• **WHAT THE EXERCISE ASKS**
Please retype all of the data below, word for word.

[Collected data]
*-*-*

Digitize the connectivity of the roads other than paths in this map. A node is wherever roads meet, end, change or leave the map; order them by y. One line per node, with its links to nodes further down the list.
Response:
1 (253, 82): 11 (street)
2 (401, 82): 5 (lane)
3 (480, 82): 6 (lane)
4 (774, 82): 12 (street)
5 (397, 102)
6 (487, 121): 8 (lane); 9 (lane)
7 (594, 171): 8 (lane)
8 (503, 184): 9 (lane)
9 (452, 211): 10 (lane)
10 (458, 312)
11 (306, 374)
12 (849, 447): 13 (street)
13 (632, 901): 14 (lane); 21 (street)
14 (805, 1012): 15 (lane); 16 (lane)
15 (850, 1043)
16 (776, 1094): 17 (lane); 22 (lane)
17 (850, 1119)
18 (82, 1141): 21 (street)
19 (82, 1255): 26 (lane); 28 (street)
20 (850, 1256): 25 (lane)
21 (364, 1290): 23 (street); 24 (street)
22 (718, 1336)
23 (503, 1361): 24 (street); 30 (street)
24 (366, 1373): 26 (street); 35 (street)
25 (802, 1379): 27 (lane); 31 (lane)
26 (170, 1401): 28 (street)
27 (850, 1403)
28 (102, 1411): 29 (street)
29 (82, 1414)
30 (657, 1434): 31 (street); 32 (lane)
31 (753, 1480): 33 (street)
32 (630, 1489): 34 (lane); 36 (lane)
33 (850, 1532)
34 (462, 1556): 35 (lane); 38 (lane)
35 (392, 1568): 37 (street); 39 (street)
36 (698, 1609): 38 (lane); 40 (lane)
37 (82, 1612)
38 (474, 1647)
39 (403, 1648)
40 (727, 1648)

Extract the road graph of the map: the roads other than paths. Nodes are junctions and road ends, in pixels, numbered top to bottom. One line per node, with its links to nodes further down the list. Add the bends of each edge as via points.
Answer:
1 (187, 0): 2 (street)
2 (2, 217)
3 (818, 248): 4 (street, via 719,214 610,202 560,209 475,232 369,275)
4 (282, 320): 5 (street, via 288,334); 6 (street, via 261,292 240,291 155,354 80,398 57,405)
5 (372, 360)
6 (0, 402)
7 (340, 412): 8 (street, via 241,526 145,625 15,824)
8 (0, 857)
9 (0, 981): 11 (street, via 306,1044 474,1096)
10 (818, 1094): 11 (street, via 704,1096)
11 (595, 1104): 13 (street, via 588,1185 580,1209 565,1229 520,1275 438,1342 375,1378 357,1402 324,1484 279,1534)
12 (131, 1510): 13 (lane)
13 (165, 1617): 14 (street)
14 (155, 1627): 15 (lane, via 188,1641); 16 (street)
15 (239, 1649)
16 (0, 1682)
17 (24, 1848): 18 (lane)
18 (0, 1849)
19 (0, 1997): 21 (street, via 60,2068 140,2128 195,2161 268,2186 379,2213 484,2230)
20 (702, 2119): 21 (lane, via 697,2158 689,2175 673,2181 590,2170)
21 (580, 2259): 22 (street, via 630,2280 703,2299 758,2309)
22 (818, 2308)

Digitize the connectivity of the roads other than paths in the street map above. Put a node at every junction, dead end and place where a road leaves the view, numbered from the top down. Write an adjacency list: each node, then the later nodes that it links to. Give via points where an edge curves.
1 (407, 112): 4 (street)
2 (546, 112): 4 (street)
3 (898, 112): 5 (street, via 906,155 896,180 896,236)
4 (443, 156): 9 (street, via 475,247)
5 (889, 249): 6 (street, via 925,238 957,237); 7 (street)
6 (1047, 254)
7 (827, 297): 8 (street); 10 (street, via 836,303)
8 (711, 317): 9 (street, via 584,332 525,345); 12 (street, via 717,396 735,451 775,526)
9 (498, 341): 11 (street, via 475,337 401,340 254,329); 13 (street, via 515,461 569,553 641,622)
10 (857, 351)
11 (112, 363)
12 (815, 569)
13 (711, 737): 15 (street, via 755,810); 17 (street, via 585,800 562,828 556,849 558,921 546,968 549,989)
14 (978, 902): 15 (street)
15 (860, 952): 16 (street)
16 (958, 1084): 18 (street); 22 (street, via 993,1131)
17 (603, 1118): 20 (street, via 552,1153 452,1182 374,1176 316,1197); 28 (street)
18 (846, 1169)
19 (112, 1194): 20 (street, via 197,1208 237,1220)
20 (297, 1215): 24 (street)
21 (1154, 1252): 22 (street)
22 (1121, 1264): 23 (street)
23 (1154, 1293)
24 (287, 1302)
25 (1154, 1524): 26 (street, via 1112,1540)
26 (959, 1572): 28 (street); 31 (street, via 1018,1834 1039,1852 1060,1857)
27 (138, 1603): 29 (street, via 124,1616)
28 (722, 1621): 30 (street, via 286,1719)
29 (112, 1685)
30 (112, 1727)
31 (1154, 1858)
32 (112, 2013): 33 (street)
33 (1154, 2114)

*-*-*

• **OUTPUT BELOW**
Digitize the connectivity of the roads other than paths in this map. A node is wherever roads meet, end, change or leave the map; order them by y. One line per node, with its links to nodes further down the list.
Response:
1 (253, 82): 11 (street)
2 (401, 82): 5 (lane)
3 (480, 82): 6 (lane)
4 (774, 82): 12 (street)
5 (397, 102)
6 (487, 121): 8 (lane); 9 (lane)
7 (594, 171): 8 (lane)
8 (503, 184): 9 (lane)
9 (452, 211): 10 (lane)
10 (458, 312)
11 (306, 374)
12 (849, 447): 13 (street)
13 (632, 901): 14 (lane); 21 (street)
14 (805, 1012): 15 (lane); 16 (lane)
15 (850, 1043)
16 (776, 1094): 17 (lane); 22 (lane)
17 (850, 1119)
18 (82, 1141): 21 (street)
19 (82, 1255): 26 (lane); 28 (street)
20 (850, 1256): 25 (lane)
21 (364, 1290): 23 (street); 24 (street)
22 (718, 1336)
23 (503, 1361): 24 (street); 30 (street)
24 (366, 1373): 26 (street); 35 (street)
25 (802, 1379): 27 (lane); 31 (lane)
26 (170, 1401): 28 (street)
27 (850, 1403)
28 (102, 1411): 29 (street)
29 (82, 1414)
30 (657, 1434): 31 (street); 32 (lane)
31 (753, 1480): 33 (street)
32 (630, 1489): 34 (lane); 36 (lane)
33 (850, 1532)
34 (462, 1556): 35 (lane); 38 (lane)
35 (392, 1568): 37 (street); 39 (street)
36 (698, 1609): 38 (lane); 40 (lane)
37 (82, 1612)
38 (474, 1647)
39 (403, 1648)
40 (727, 1648)

Extract the road graph of the map: the roads other than paths. Nodes are junctions and road ends, in pixels, numbered top to bottom. One line per node, with its links to nodes further down the list. Add the bends of each edge as via points.
Answer:
1 (187, 0): 2 (street)
2 (2, 217)
3 (818, 248): 4 (street, via 719,214 610,202 560,209 475,232 369,275)
4 (282, 320): 5 (street, via 288,334); 6 (street, via 261,292 240,291 155,354 80,398 57,405)
5 (372, 360)
6 (0, 402)
7 (340, 412): 8 (street, via 241,526 145,625 15,824)
8 (0, 857)
9 (0, 981): 11 (street, via 306,1044 474,1096)
10 (818, 1094): 11 (street, via 704,1096)
11 (595, 1104): 13 (street, via 588,1185 580,1209 565,1229 520,1275 438,1342 375,1378 357,1402 324,1484 279,1534)
12 (131, 1510): 13 (lane)
13 (165, 1617): 14 (street)
14 (155, 1627): 15 (lane, via 188,1641); 16 (street)
15 (239, 1649)
16 (0, 1682)
17 (24, 1848): 18 (lane)
18 (0, 1849)
19 (0, 1997): 21 (street, via 60,2068 140,2128 195,2161 268,2186 379,2213 484,2230)
20 (702, 2119): 21 (lane, via 697,2158 689,2175 673,2181 590,2170)
21 (580, 2259): 22 (street, via 630,2280 703,2299 758,2309)
22 (818, 2308)

Digitize the connectivity of the roads other than paths in the street map above. Put a node at every junction, dead end and place where a road leaves the view, numbered from the top down. Write an adjacency list: each node, then the later nodes that it links to. Give via points where an edge curves.
1 (407, 112): 4 (street)
2 (546, 112): 4 (street)
3 (898, 112): 5 (street, via 906,155 896,180 896,236)
4 (443, 156): 9 (street, via 475,247)
5 (889, 249): 6 (street, via 925,238 957,237); 7 (street)
6 (1047, 254)
7 (827, 297): 8 (street); 10 (street, via 836,303)
8 (711, 317): 9 (street, via 584,332 525,345); 12 (street, via 717,396 735,451 775,526)
9 (498, 341): 11 (street, via 475,337 401,340 254,329); 13 (street, via 515,461 569,553 641,622)
10 (857, 351)
11 (112, 363)
12 (815, 569)
13 (711, 737): 15 (street, via 755,810); 17 (street, via 585,800 562,828 556,849 558,921 546,968 549,989)
14 (978, 902): 15 (street)
15 (860, 952): 16 (street)
16 (958, 1084): 18 (street); 22 (street, via 993,1131)
17 (603, 1118): 20 (street, via 552,1153 452,1182 374,1176 316,1197); 28 (street)
18 (846, 1169)
19 (112, 1194): 20 (street, via 197,1208 237,1220)
20 (297, 1215): 24 (street)
21 (1154, 1252): 22 (street)
22 (1121, 1264): 23 (street)
23 (1154, 1293)
24 (287, 1302)
25 (1154, 1524): 26 (street, via 1112,1540)
26 (959, 1572): 28 (street); 31 (street, via 1018,1834 1039,1852 1060,1857)
27 (138, 1603): 29 (street, via 124,1616)
28 (722, 1621): 30 (street, via 286,1719)
29 (112, 1685)
30 (112, 1727)
31 (1154, 1858)
32 (112, 2013): 33 (street)
33 (1154, 2114)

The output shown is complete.